If you search for recommendations on when and how long to sit, stand, and take a break, you’ll often see that sit-stand ratios from 1:1 to 1:3 are recommended (30 to 45 minutes of standing and 15 to 30 minutes of sitting within an hour). This is based on research by a University of Waterloo professor. You’ll also find the recommendation that you should take a movement break of 5-10 minutes every hour, which is not too far from what the 20-8-2 rule suggests.

This shows that recommendations for a good standing desk routine can strongly vary. Which recommendations you should implement ultimately depends on your personal preferences and needs.

If you want a more comfortable and secure approach, we would rather recommend working your way up to the 20-8-2 routine first. If you then feel like you could stand for longer periods and even take longer movement beaks, feel free to try out the other recommended ratios. It’s just always important that you listen to your body and not exaggerate anything. It’s also important that you contact a healthcare professional if you feel unsure about anything.

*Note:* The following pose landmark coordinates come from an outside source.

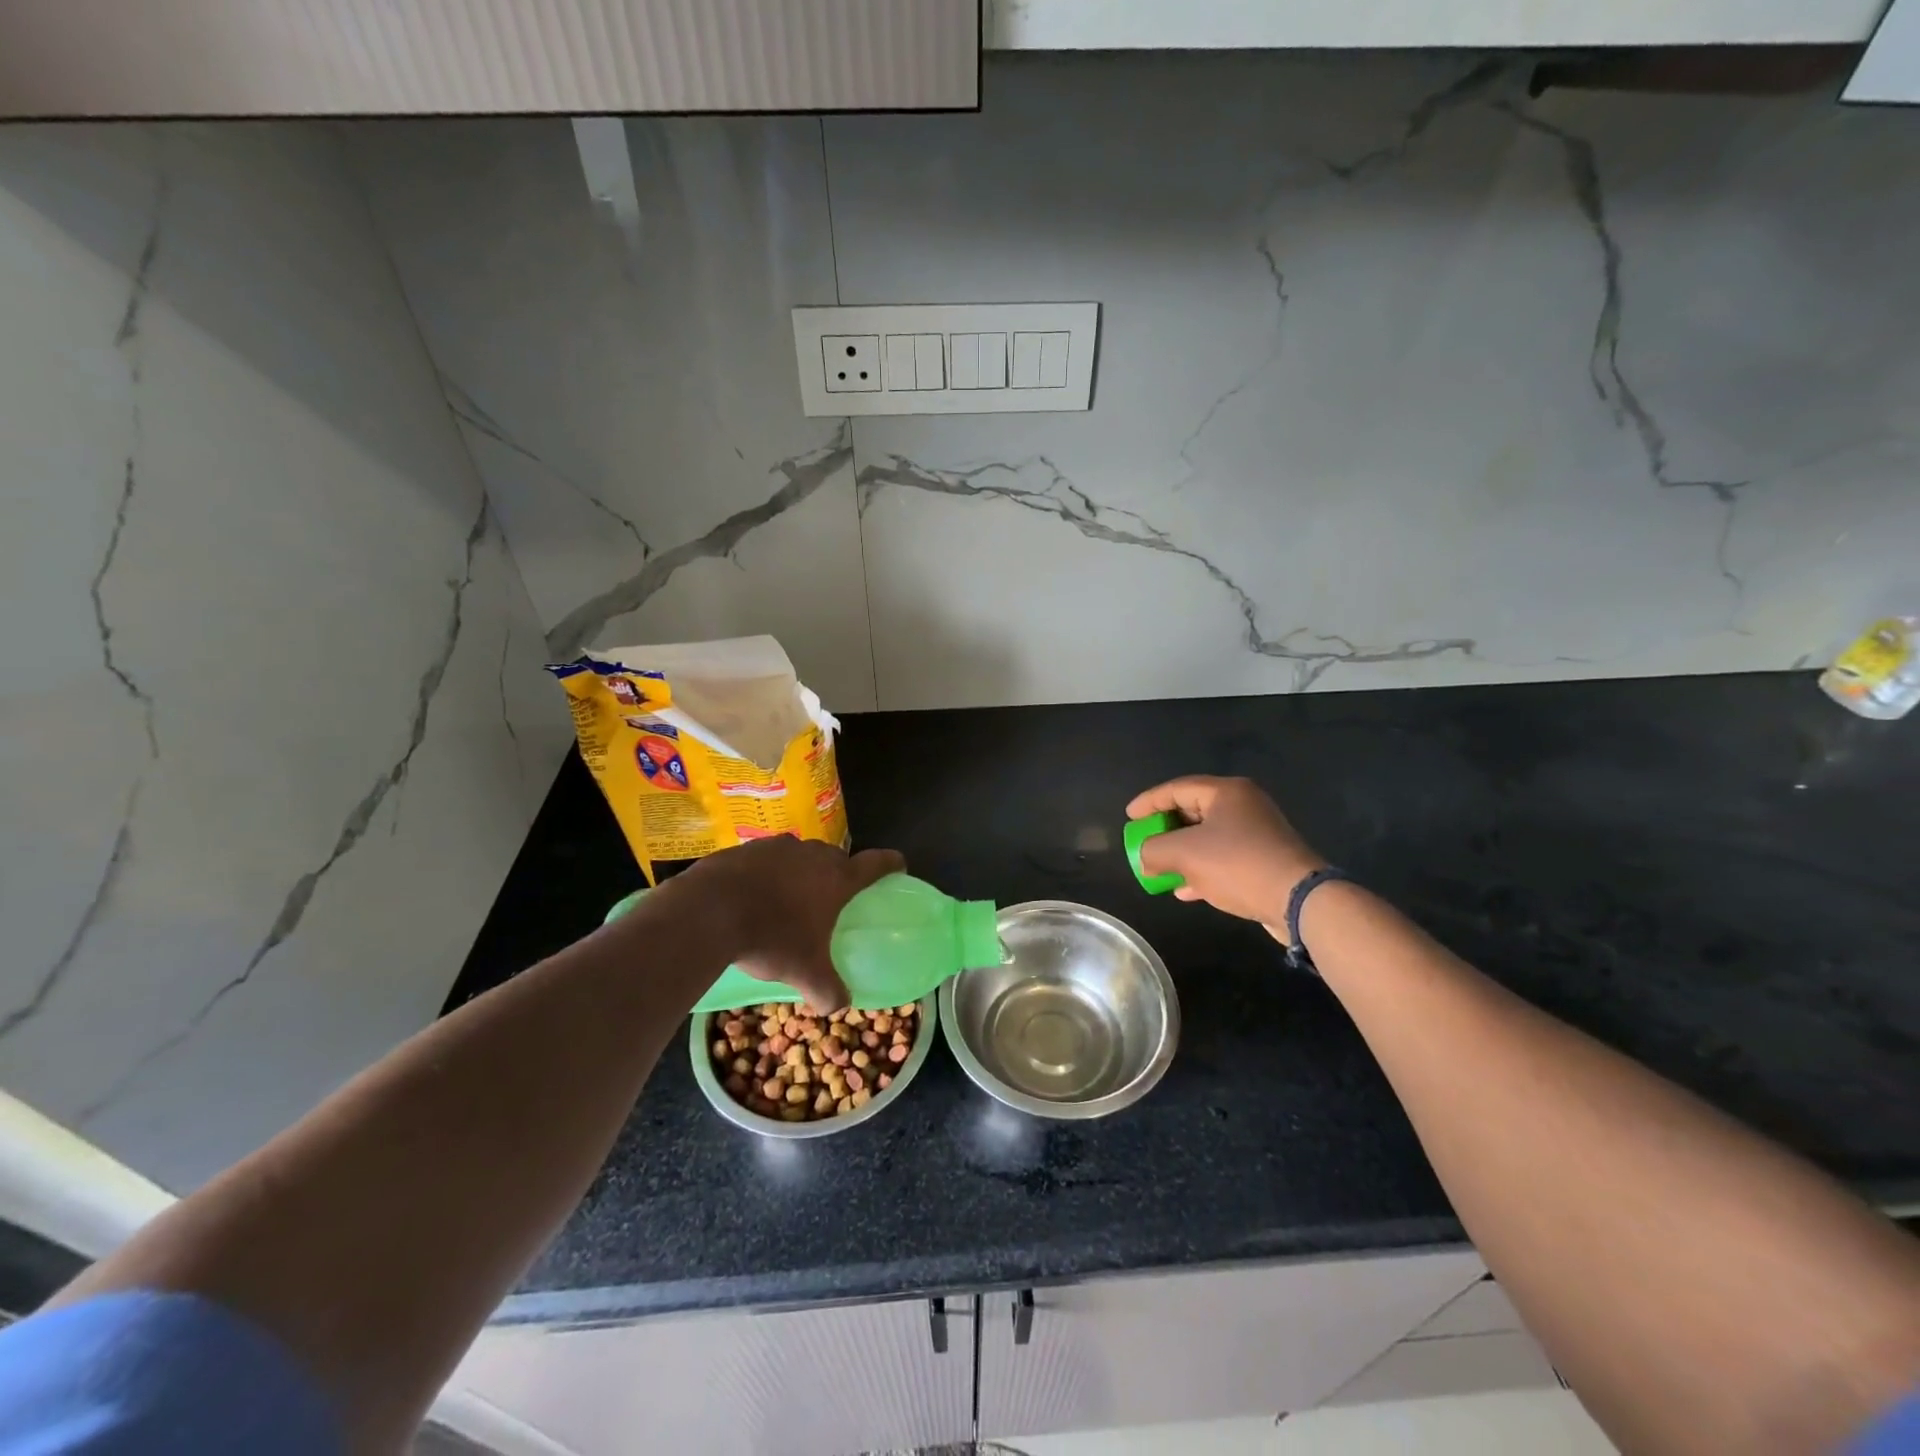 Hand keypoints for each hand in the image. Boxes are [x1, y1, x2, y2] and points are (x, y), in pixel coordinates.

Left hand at [668, 836, 905, 1010]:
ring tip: (787, 899)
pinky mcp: (744, 848)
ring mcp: (776, 847)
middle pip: (835, 857)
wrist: (708, 912)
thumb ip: (828, 990)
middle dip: (837, 874)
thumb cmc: (771, 938)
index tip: (898, 865)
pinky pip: (765, 859)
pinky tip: (752, 897)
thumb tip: (839, 1005)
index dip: (891, 863)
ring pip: (798, 856)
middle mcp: (812, 855)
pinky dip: (766, 874)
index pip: (876, 863)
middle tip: (831, 899)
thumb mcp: (804, 973)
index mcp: (837, 878)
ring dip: (799, 872)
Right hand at [1127, 776, 1324, 929]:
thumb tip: (1145, 858)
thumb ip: (1154, 850)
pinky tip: (1185, 889)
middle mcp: (1244, 806)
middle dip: (1165, 830)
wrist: (1298, 900)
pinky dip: (1202, 869)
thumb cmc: (1237, 864)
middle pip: (1193, 811)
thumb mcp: (1184, 854)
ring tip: (1160, 868)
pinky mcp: (1265, 860)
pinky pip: (1224, 858)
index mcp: (1226, 792)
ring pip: (1208, 838)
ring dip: (1182, 853)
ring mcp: (1257, 833)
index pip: (1177, 788)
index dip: (1149, 802)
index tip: (1129, 817)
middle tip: (1145, 842) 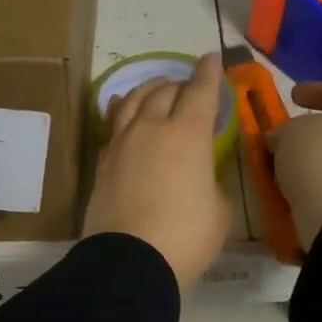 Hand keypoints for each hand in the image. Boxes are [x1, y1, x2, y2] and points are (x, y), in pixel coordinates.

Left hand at [83, 53, 231, 290]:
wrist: (129, 262)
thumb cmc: (186, 237)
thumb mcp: (218, 210)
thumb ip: (212, 182)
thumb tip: (199, 177)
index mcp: (187, 134)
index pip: (200, 91)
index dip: (209, 73)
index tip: (211, 59)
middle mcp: (152, 128)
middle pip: (165, 91)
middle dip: (180, 84)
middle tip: (188, 88)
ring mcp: (121, 143)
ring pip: (133, 100)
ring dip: (148, 89)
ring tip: (156, 89)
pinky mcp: (102, 162)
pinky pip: (113, 124)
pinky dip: (121, 111)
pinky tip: (122, 110)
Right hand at [268, 81, 321, 248]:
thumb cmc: (319, 158)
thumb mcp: (289, 134)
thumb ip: (283, 130)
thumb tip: (280, 138)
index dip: (314, 90)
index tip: (292, 95)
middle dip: (314, 128)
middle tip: (288, 132)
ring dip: (313, 157)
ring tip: (286, 162)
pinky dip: (316, 179)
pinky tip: (295, 183) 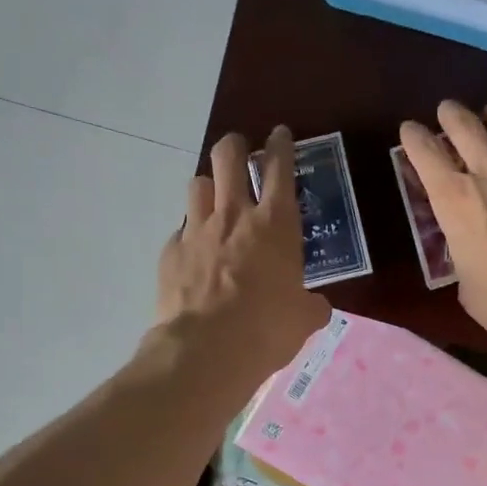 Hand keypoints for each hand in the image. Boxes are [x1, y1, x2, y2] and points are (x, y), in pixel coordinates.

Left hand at [154, 126, 328, 384]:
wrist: (206, 350)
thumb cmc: (267, 329)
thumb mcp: (304, 319)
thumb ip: (311, 304)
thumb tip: (315, 306)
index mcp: (276, 225)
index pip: (280, 168)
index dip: (281, 146)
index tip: (279, 135)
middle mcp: (234, 216)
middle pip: (228, 157)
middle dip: (235, 145)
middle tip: (240, 152)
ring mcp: (197, 230)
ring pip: (197, 184)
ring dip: (208, 186)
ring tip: (214, 200)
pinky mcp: (171, 252)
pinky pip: (181, 229)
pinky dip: (191, 233)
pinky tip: (196, 252) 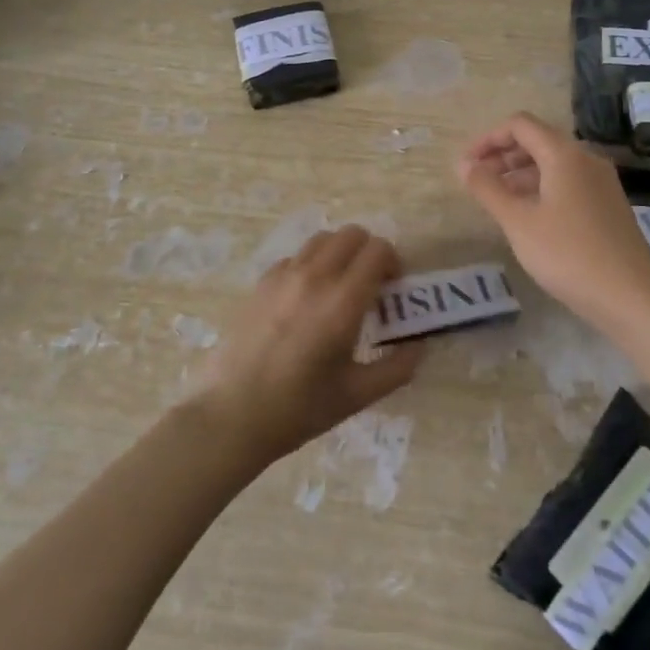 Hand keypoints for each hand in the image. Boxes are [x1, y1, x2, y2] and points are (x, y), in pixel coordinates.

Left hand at [190, 225, 420, 464]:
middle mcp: (315, 277)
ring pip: (322, 239)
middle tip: (370, 285)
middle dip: (369, 252)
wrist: (231, 416)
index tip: (392, 289)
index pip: (378, 250)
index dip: (393, 263)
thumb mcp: (357, 395)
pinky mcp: (261, 283)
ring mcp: (283, 276)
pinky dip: (310, 266)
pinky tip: (305, 300)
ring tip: (339, 287)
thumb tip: (419, 346)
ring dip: (339, 253)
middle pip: (352, 234)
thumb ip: (396, 368)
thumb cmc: (299, 409)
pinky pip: (295, 257)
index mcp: (343, 301)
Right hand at [457, 111, 649, 331]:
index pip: (520, 125)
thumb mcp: (518, 222)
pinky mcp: (608, 204)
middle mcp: (586, 159)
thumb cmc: (568, 254)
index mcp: (565, 154)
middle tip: (477, 182)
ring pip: (553, 164)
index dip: (488, 139)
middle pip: (538, 141)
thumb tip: (464, 164)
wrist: (631, 297)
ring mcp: (601, 182)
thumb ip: (487, 188)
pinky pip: (568, 182)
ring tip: (497, 201)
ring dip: (520, 174)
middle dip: (503, 156)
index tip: (466, 165)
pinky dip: (541, 188)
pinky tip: (528, 217) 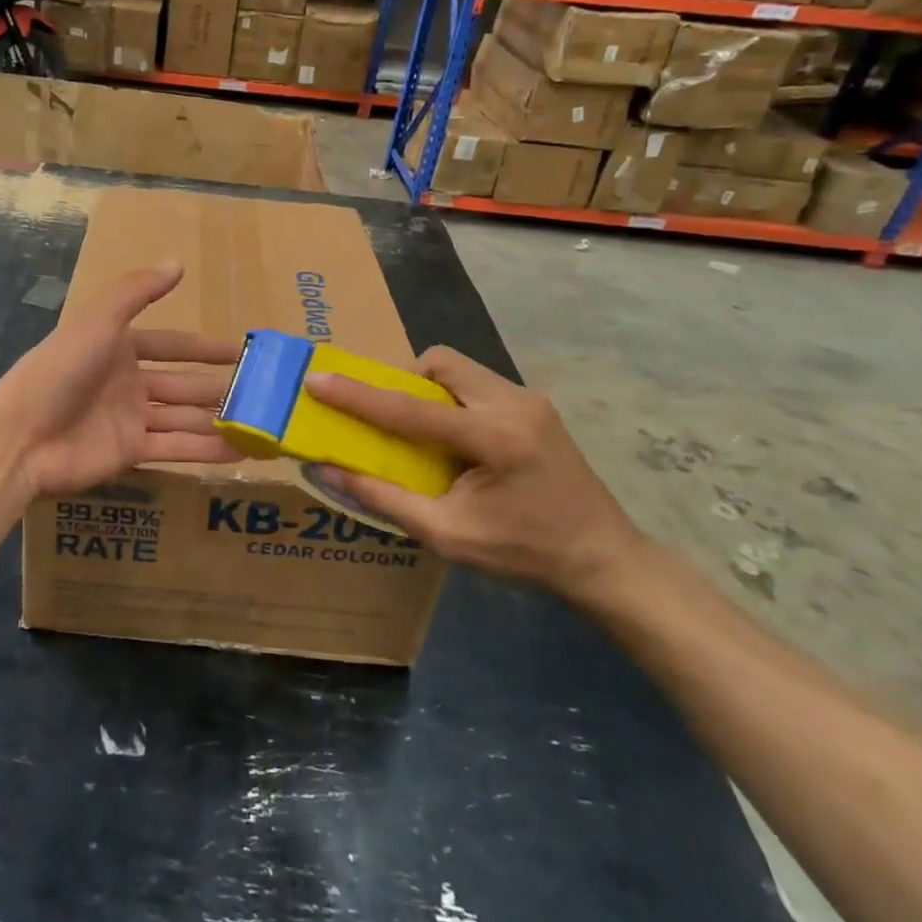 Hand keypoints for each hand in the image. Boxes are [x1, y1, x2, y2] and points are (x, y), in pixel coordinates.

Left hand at [0, 262, 243, 500]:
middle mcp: (127, 382)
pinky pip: (175, 448)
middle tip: (264, 392)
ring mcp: (129, 419)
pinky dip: (206, 451)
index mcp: (119, 348)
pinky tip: (241, 452)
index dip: (205, 348)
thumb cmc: (59, 371)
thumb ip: (136, 292)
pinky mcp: (130, 453)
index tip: (242, 351)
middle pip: (183, 384)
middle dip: (220, 387)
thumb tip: (177, 263)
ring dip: (220, 420)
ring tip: (261, 424)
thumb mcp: (97, 322)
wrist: (20, 437)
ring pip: (184, 418)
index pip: (172, 345)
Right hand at [304, 347, 644, 599]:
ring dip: (426, 387)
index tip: (317, 380)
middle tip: (386, 416)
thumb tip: (328, 470)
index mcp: (495, 438)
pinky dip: (449, 397)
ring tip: (417, 429)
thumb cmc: (526, 553)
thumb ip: (384, 498)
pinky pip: (475, 382)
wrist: (605, 559)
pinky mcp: (534, 405)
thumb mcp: (448, 535)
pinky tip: (451, 436)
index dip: (357, 395)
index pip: (410, 408)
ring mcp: (529, 399)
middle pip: (439, 362)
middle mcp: (514, 403)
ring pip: (458, 367)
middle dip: (401, 380)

Is it better to use a standing desk or a treadmill desk? 

Both standing desks and treadmill desks offer benefits over sitting all day long. A standing desk allows you to alternate between sitting and standing positions, while a treadmill desk allows you to walk while working. The ideal choice depends on your personal preferences and workspace. If you have the space and resources, a treadmill desk can be a great option for those who want to incorporate more physical activity into their workday.

How can I incorporate movement into my workday? 

Incorporating movement into your workday can be as simple as taking a short walk during your short breaks or holding walking meetings instead of sitting in a conference room. You can also try desk exercises, such as calf raises or desk push-ups, or invest in a treadmill desk or balance board to maintain higher physical activity while working.

Is it important to shift your weight while standing?

Yes, it is important to shift your weight while standing, especially when using a standing desk for extended periods. Weight shifting helps improve balance, reduce muscle fatigue, and promote better circulation. It also engages different muscle groups, preventing prolonged static postures that can lead to discomfort or strain.